TASK INSTRUCTIONS: Copy the data below exactly, but not the pictures it contains.

***** PROVIDED RECORDS

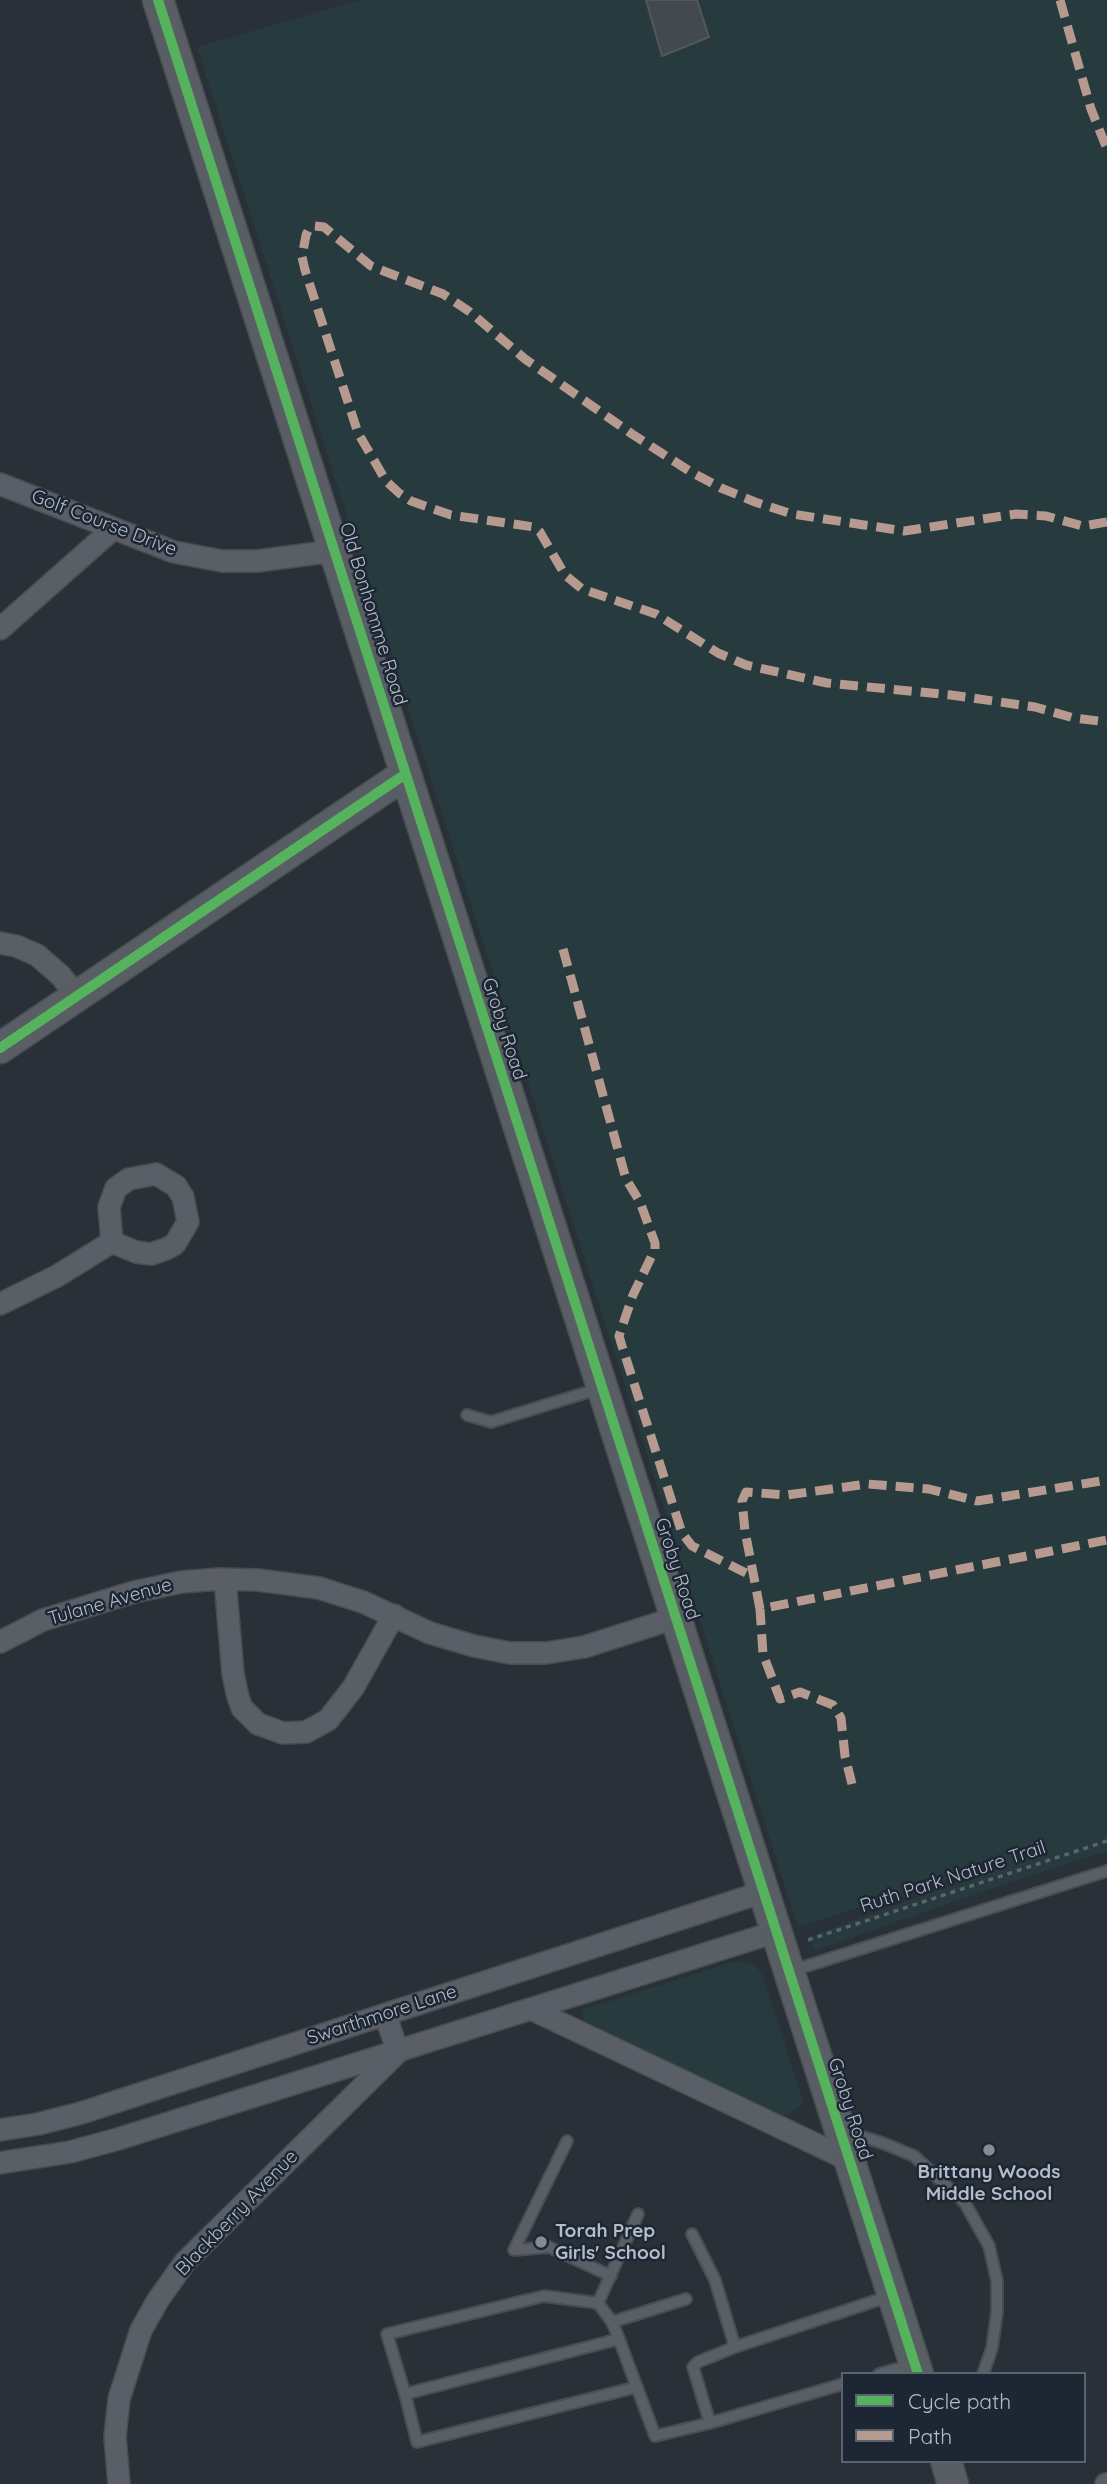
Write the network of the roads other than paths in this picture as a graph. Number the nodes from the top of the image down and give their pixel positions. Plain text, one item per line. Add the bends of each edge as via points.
1 (158, 0) edge
2 (0, 484) edge
3 (113, 529) junction
4 (334, 551) junction
5 (0, 629) edge
6 (404, 775) junction
7 (0, 943) edge
8 (76, 995) junction
9 (0, 1048) edge
10 (113, 1242) dead end
11 (0, 1304) edge
12 (601, 1388) junction
13 (467, 1415) dead end
14 (225, 1579) junction
15 (394, 1615) junction
16 (675, 1618) junction
17 (0, 1642) edge
18 (1107, 1871) edge
19 (762, 1892) junction
20 (775, 1931) junction
21 (788, 1972) junction
22 (531, 2008) junction
23 (385, 2014) junction
24 (398, 2052) junction
25 (838, 2129) junction
26 (0, 2130) edge
27 (568, 2141) dead end
28 (849, 2160) junction
29 (0, 2163) edge
30 (638, 2214) dead end
31 (692, 2234) dead end
32 (611, 2276) junction
33 (892, 2295) junction
34 (687, 2299) dead end
35 (598, 2303) junction
36 (612, 2322) junction
37 (619, 2339) junction
38 (736, 2347) junction
39 (916, 2369) edge
40 (894, 2372) edge
41 (984, 2372) edge
42 (841, 2385) edge
43 (637, 2387) junction
44 (404, 2394) junction
45 (710, 2423) junction
46 (947, 2463) edge
47 (119, 2484) edge
48 (953, 2484) edge

1 - 4 street, Old Bonhomme Road
2 - 3 street, Golf Course Drive
3 - 4 street, Golf Course Drive via 174,552 222,561
3 - 5 street
4 - 6 street, Old Bonhomme Road
6 - 8 street
6 - 12 street, Groby Road
7 - 8 street via 37,955
8 - 9 street
10 - 11 street
12 - 13 lane via 491,1422
12 - 16 street, Groby Road
14 - 15 street, Tulane Avenue via 319,1588
14 - 15 street via 233,1674 242,1708 258,1724 283,1733 306,1732 328,1720 353,1688
14 - 17 street, Tulane Avenue via 134,1592 43,1620
15 - 16 street, Tulane Avenue via 430,1633 510,1653 584,1647
16 - 19 street, Groby Road
18 - 21 lane
19 - 20 street, Groby Road
19 - 23 street, Swarthmore Lane
20 - 21 street, Groby Road
20 - 22 street, Swarthmore Lane
21 - 25 street, Groby Road
22 - 24 street, Swarthmore Lane
22 - 28 street
23 - 24 street
23 - 26 street, Swarthmore Lane via 81,2113
24 - 29 street, Swarthmore Lane via 70,2152
24 - 47 street, Blackberry Avenue via 185,2262 158,2300 141,2330 119,2399 115,2437
25 - 28 street, Groby Road
25 - 41 lane via 914,2156 965,2203 989,2246 997,2281 992,2348
27 - 32 lane via 514,2250 550,2247
28 - 33 street, Groby Road
30 - 32 lane
31 - 38 lane via 715,2280
32 - 35 lane
33 - 38 lane
33 - 39 street, Groby Road
34 - 36 lane
35 - 36 lane
35 - 44 lane via 544,2296 387,2334
36 - 37 lane
37 - 43 lane
37 - 44 lane
38 - 45 lane via 693,2367
39 - 40 lane
42 - 45 lane
43 - 44 lane via 417,2442
43 - 45 lane via 655,2436
46 - 48 street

**********

OUTPUT OF THE TASK:
Write the network of the roads other than paths in this picture as a graph. Number the nodes from the top of the image down and give their pixel positions. Plain text, one item per line. Add the bends of each edge as via points.
1 (158, 0) edge
2 (0, 484) edge
3 (113, 529) junction
4 (334, 551) junction
5 (0, 629) edge
6 (404, 775) junction
7 (0, 943) edge
8 (76, 995) junction
9 (0, 1048) edge
10 (113, 1242) dead end
11 (0, 1304) edge
12 (601, 1388) junction
13 (467, 1415) dead end
14 (225, 1579) junction
15 (394, 1615) junction
16 (675, 1618) junction
17 (0, 1642) edge
18 (1107, 1871) edge
19 (762, 1892) junction
20 (775, 1931) junction
21 (788, 1972) junction
22 (531, 2008) junction
23 (385, 2014) junction
24 (398, 2052) junction
25 (838, 2129) junction
26 (0, 2130) edge
27 (568, 2141) dead end
28 (849, 2160) junction
29 (0, 2163) edge
30 (638, 2214) dead end
31 (692, 2234) dead end
32 (611, 2276) junction
33 (892, 2295) junction
34 (687, 2299) dead end
35 (598, 2303) junction
36 (612, 2322) junction
37 (619, 2339) junction
38 (736, 2347) junction
39 (916, 2369) edge
40 (894, 2372) edge
41 (984, 2372) edge
42 (841, 2385) edge
43 (637, 2387) junction
44 (404, 2394) junction
45 (710, 2423) junction
46 (947, 2463) edge
47 (119, 2484) edge
48 (953, 2484) edge

1 - 4 street, Old Bonhomme Road
2 - 3 street, Golf Course Drive
3 - 4 street, Golf Course Drive via 174,552 222,561
3 - 5 street
4 - 6 street, Old Bonhomme Road
6 - 8 street
6 - 12 street, Groby Road
7 - 8 street via 37,955
8 - 9 street
10 - 11 street
12 - 13 lane via 491,1422
12 - 16 street, Groby Road
14 - 15 street, Tulane Avenue via 319,1588
14 - 15 street via 233,1674 242,1708 258,1724 283,1733 306,1732 328,1720 353,1688
14 - 17 street, Tulane Avenue via 134,1592 43,1620
15 - 16 street, Tulane Avenue via 430,1633 510,1653 584,1647
16 - 19 street, Groby Road
18 - 21 lane
19 - 20 street, Groby Road
19 - 23 street, Swarthmore Lane
20 - 21 street, Groby Road
20 - 22 street, Swarthmore Lane
21 - 25 street, Groby Road
22 - 24 street, Swarthmore Lane
22 - 28 street
23 - 24 street
23 - 26 street, Swarthmore Lane via 81,2113
24 - 29 street, Swarthmore Lane via 70,2152
24 - 47 street, Blackberry Avenue via 185,2262 158,2300 141,2330 119,2399 115,2437
25 - 28 street, Groby Road
25 - 41 lane via 914,2156 965,2203 989,2246 997,2281 992,2348
27 - 32 lane via 514,2250 550,2247
28 - 33 street, Groby Road
30 - 32 lane
31 - 38 lane via 715,2280
32 - 35 lane
33 - 38 lane
33 - 39 street, Groby Road
34 - 36 lane
35 - 36 lane
35 - 44 lane via 544,2296 387,2334
36 - 37 lane
37 - 43 lane
37 - 44 lane
38 - 45 lane via 693,2367
39 - 40 lane
42 - 45 lane
43 - 44 lane via 417,2442
43 - 45 lane via 655,2436
46 - 48 street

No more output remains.